We’ve seen our fair share of nettops since they began to appear in the shops last year. And, while the quality of these machines has run the gamut from awful to awesome, none of them can claim to have been a mere 27mm tall, 101mm wide and 115mm deep. Those dimensions belong to Anders Electronics’ fit-PC2, which, despite such tiny dimensions, still manages to boast a respectable nettop specification.

This is a PC that’s able to fit into spaces where the average nettop just won’t reach. And as build quality is up to standard – the chassis is made from die-cast aluminium and feels robust – we’d feel comfortable tossing the machine into a bag and carrying it around without fear of damage.

The case’s tiny size does mean that limitations are inevitable. The two USB ports on the front of the machine are of the mini-USB variety, and there are no luxury extras of the sort we’ve seen on other nettop machines – there’s no eSATA port or TV tuner here.

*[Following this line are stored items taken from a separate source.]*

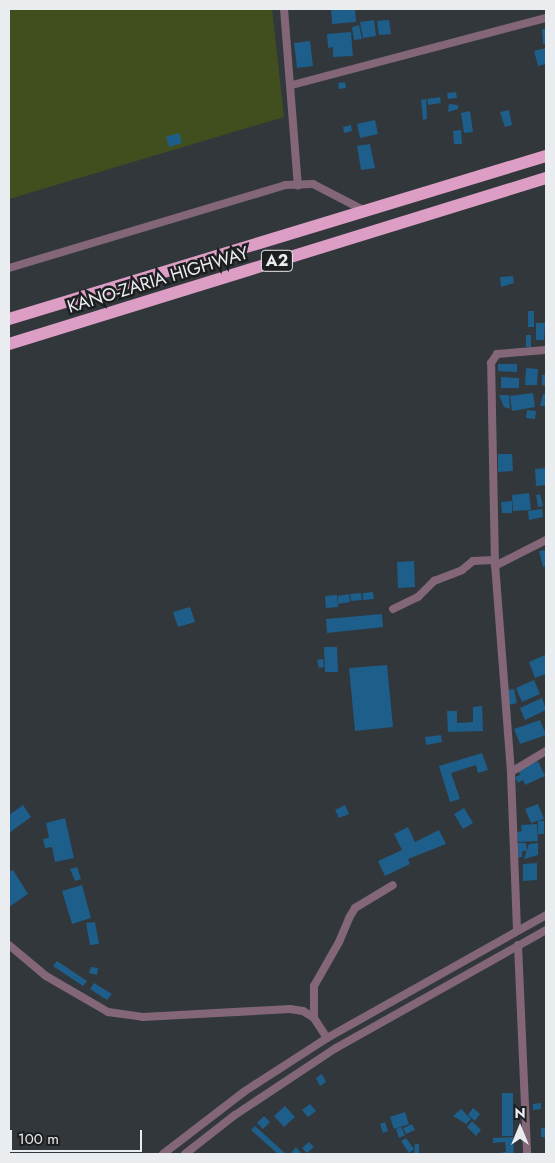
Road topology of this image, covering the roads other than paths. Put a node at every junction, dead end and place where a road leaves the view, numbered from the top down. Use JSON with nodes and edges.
{"nodes":[{"id":1,"x":284,"y":9,"type":"edge"},
{"id":2,"x":546,"y":18,"type":"edge"},
{"id":3,"x":292,"y":85,"type":"junction"},
{"id":4,"x":546,"y":156,"type":"edge"},
{"id":5,"x":546,"y":178,"type":"edge"},
{"id":6,"x":298,"y":185,"type":"junction"},
{"id":7,"x":365,"y":211,"type":"junction"},
{"id":8,"x":9,"y":268,"type":"edge"},
{"id":9,"x":9,"y":319,"type":"edge"},
{"id":10,"x":9,"y":344,"type":"edge"},
{"id":11,"x":546,"y":350,"type":"edge"},
{"id":12,"x":546,"y":540,"type":"edge"},
{"id":13,"x":495,"y":563,"type":"junction"},
{"id":14,"x":393,"y":609,"type":"dead end"},
{"id":15,"x":546,"y":751,"type":"edge"},
{"id":16,"x":511,"y":772,"type":"junction"},
{"id":17,"x":393,"y":885,"type":"dead end"},
{"id":18,"x":546,"y":915,"type":"edge"},
{"id":19,"x":518,"y":930,"type":"junction"},
{"id":20,"x":546,"y":930,"type":"edge"},
{"id":21,"x":9,"y":945,"type":"edge"},
{"id":22,"x":518,"y":945,"type":"junction"},
{"id":23,"x":370,"y":1014,"type":"junction"},
{"id":24,"x":314,"y":1018,"type":"junction"},
{"id":25,"x":376,"y":1026,"type":"junction"},
{"id":26,"x":328,"y":1038,"type":"junction"},
{"id":27,"x":163,"y":1154,"type":"edge"},
{"id":28,"x":184,"y":1154,"type":"edge"},
{"id":29,"x":527,"y":1154,"type":"edge"}],
"edges":[{"from":1,"to":3,"type":"street"},
{"from":2,"to":3,"type":"street"},
{"from":3,"to":6,"type":"street"},
{"from":4,"to":7,"type":"highway","name":"KANO-ZARIA HIGHWAY","number":"A2"},
{"from":5,"to":10,"type":"highway","name":"KANO-ZARIA HIGHWAY","number":"A2"},
{"from":6,"to":7,"type":"street"},
{"from":6,"to":8,"type":"street"},
{"from":7,"to":9,"type":"highway","name":"KANO-ZARIA HIGHWAY","number":"A2"},
{"from":11,"to":13,"type":"street"},
{"from":12,"to":13,"type":"street"},
{"from":13,"to":14,"type":"street"},
{"from":13,"to":16,"type":"street"},
{"from":15,"to":16,"type":"street"},
{"from":16,"to":19,"type":"street"},
{"from":17,"to":24,"type":"street"},
{"from":18,"to":19,"type":"street"},
{"from":19,"to":23,"type":"street"},
{"from":20,"to":22,"type":"street"},
{"from":21,"to":24,"type":"street"},
{"from":22,"to":25,"type":"street"},
{"from":22,"to":29,"type":"street"},
{"from":23,"to":25,"type":"street"},
{"from":23,"to":26,"type":"street"},
{"from":24,"to":26,"type":"street"},
{"from":25,"to":28,"type":"street"},
{"from":26,"to":27,"type":"street"}]}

The amount that Anders has managed to squeeze in is surprising, though. Four full-sized USB ports grace the rear of the machine along with a proprietary DVI-D output to save space; an adapter is provided in the box. There’s also an Ethernet socket and a trio of audio jacks, a stubby aerial providing 802.11g Wi-Fi connectivity, plus the front houses a miniSD slot and infrared receiver.

Remarkably, it’s even possible to upgrade the hard disk. A small slot on the rear of the machine can be unscrewed and the 2.5in 160GB Seagate disk removed, making it easy to install a larger or faster disk in its place – or, potentially, a lightning-quick SSD. That’s the only upgrade available, though. The memory and processor is soldered onto the PCB, which is mounted upside down in the chassis.

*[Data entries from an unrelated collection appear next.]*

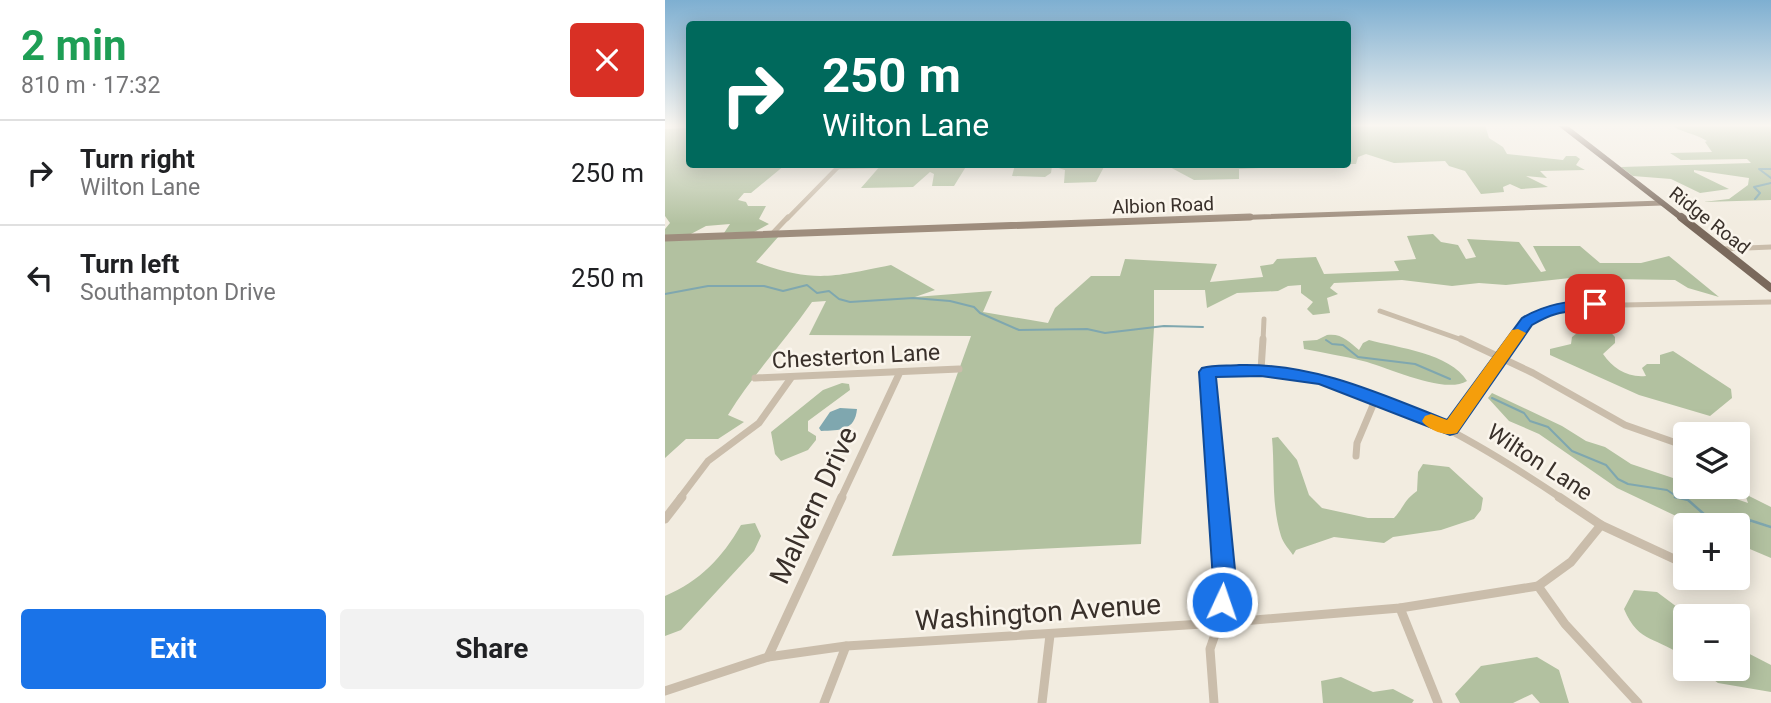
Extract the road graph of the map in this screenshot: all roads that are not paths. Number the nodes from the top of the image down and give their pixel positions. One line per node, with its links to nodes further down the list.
1 (1604, 158): 3 (main road, Ridge Road)
2 (838, 168): 4 (street)
3 (1662, 203): 4 (street, Albion Road); 7 (main road, Ridge Road)
4 (772, 234): 5 (street, Albion Road)
5 (665, 238)
6 (1771, 247): 7 (street)
7 (1722, 248): 8 (main road, Ridge Road)
8 (1771, 288)
9 (1771, 302): 12 (street)
10 (1380, 311): 12 (street)
11 (1264, 319): 14 (street)
12 (1499, 358): 19 (street); 20 (street)
13 (959, 369): 15 (street, Chesterton Lane)
14 (1261, 370): 18 (street, Wilton Lane); 27 (street, Wilton Lane)
15 (900, 372): 17 (street, Chesterton Lane); 30 (street, Malvern Drive)
16 (755, 378): 17 (street, Chesterton Lane)
17 (790, 378): 22 (street)
18 (1376, 398): 19 (street, Wilton Lane); 21 (street)
19 (1450, 429): 23 (street, Wilton Lane)
20 (1673, 442)
21 (1356, 456)
22 (665, 519)
23 (1601, 525): 24 (street, Wilton Lane); 25 (street, Washington Avenue)
24 (1673, 558)
25 (1538, 586): 26 (street, Washington Avenue); 36 (street)
26 (1400, 608): 27 (street, Washington Avenue); 35 (street)
27 (1219, 623): 28 (street, Washington Avenue); 34 (street)
28 (1050, 635): 29 (street, Washington Avenue); 33 (street)
29 (846, 646): 30 (street, Washington Avenue); 32 (street)
30 (768, 657): 31 (street, Washington Avenue)
31 (665, 691)
32 (824, 703)
33 (1042, 703)
34 (1214, 703)
35 (1438, 703)
36 (1638, 703)

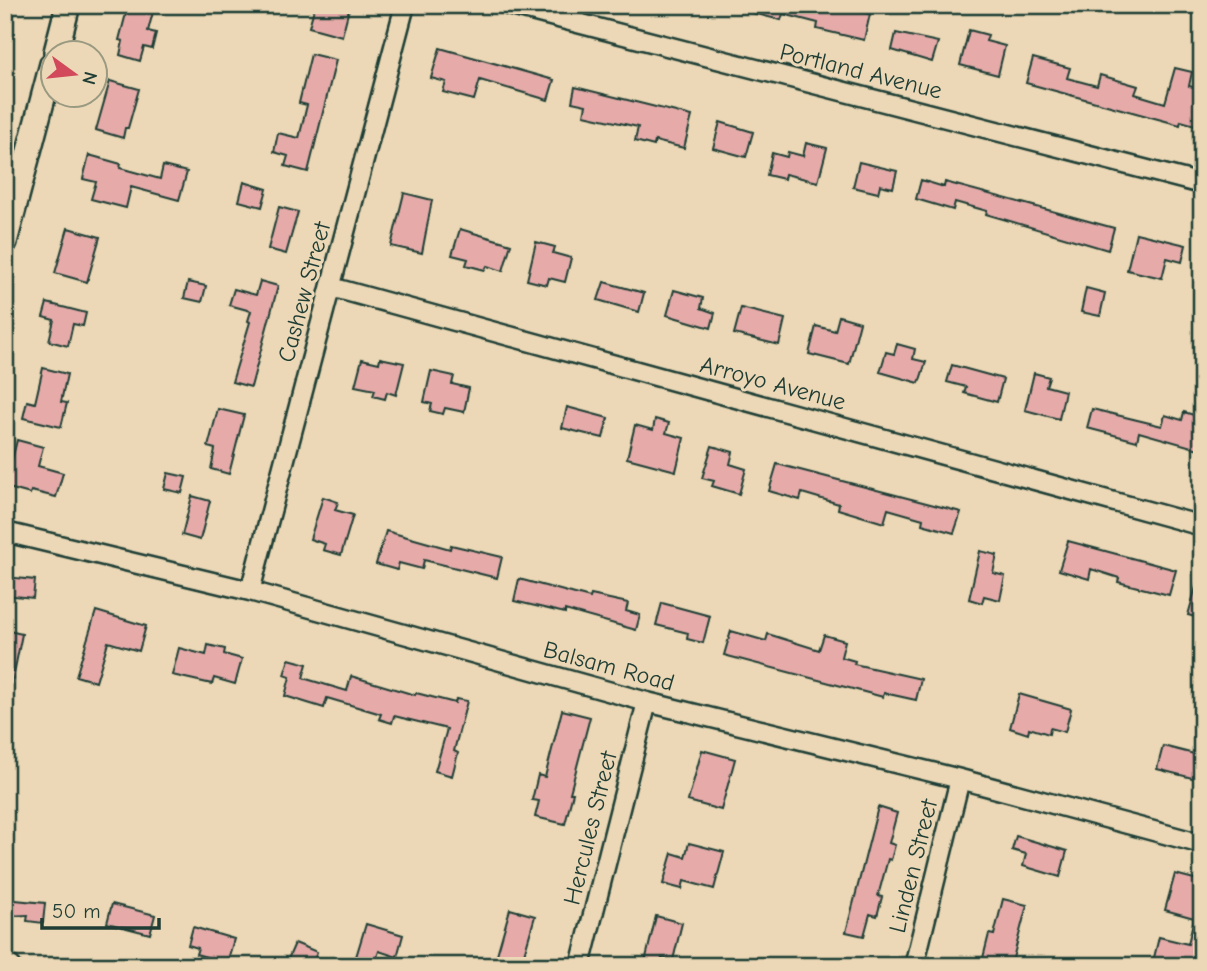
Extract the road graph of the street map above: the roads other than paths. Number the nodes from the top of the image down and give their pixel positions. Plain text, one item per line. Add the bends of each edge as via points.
1 (68, 5) edge
2 (405, 5) edge
3 (508, 5) edge
4 (60, 38) edge
5 (40, 108) edge
6 (1202, 184) edge
7 (5, 242) edge
8 (331, 287) junction
9 (1202, 526) edge
10 (5, 531) edge
11 (250, 592) junction
12 (647, 702) junction
13 (960, 779) junction
14 (1202, 844) edge
15 (5, 965) edge
16 (11, 966) edge
17 (580, 966) edge
18 (914, 966) edge

1 - 4 street
2 - 8 street, Cashew Street
3 - 6 street, Portland Avenue
5 - 7 street
8 - 9 street, Arroyo Avenue
8 - 11 street, Cashew Street
10 - 11 street, Balsam Road
11 - 12 street, Balsam Road
12 - 13 street, Balsam Road
12 - 17 street, Hercules Street
13 - 14 street, Balsam Road
13 - 18 street, Linden Street
15 - 16 street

The CPU and memory in question comprise an Intel Atom Z530 running at a clock speed of 1.6GHz and 1GB of 533MHz DDR2 RAM, which with the help of Windows XP produced a score of 0.36 in our application-based benchmarks. It isn’t a record-breaking score by any means, but it’s as quick as most netbooks we’ve seen, and enough to handle basic word processing and web surfing. It’s also slightly quicker than the 0.29 scored by the A-Listed Acer Aspire Revo R3600. Despite boasting a superior specification, that system was held back by its choice of Windows Vista instead of XP.

The fit-PC2 is a very frugal machine too, drawing a mere 7W when idle, with its power draw only rising to 13W during our CPU-taxing multitasking benchmarks. It’s a fantastic result and far below even the most economical nettops: the Acer Aspire Revo R3600 drew 22W when idle and 27W at peak.

It’s hardly surprising to report that the integrated Intel GMA500 graphics aren’t up to much, though. Serious gaming is well beyond this small PC’s reach and, despite the presence of a specially-developed video codec, HD video can be played only in 720p guise. Push up the resolution to Full HD and, although undemanding 1080p movie clips play smoothly, the fit-PC2 responds with screen flicker and tearing.


The heat levels this little PC reaches while running, however, are more of a worry. We found that the fit-PC2 idled at around 60-degrees, but quickly rose to nearer 75-degrees when running any taxing applications. With no fans or ventilation in such a small case, the exterior soon becomes extremely hot to the touch. We wouldn’t recommend leaving the fit-PC2 switched on all day, despite Anders’ claims that it’s ideal for use as a small server or media centre.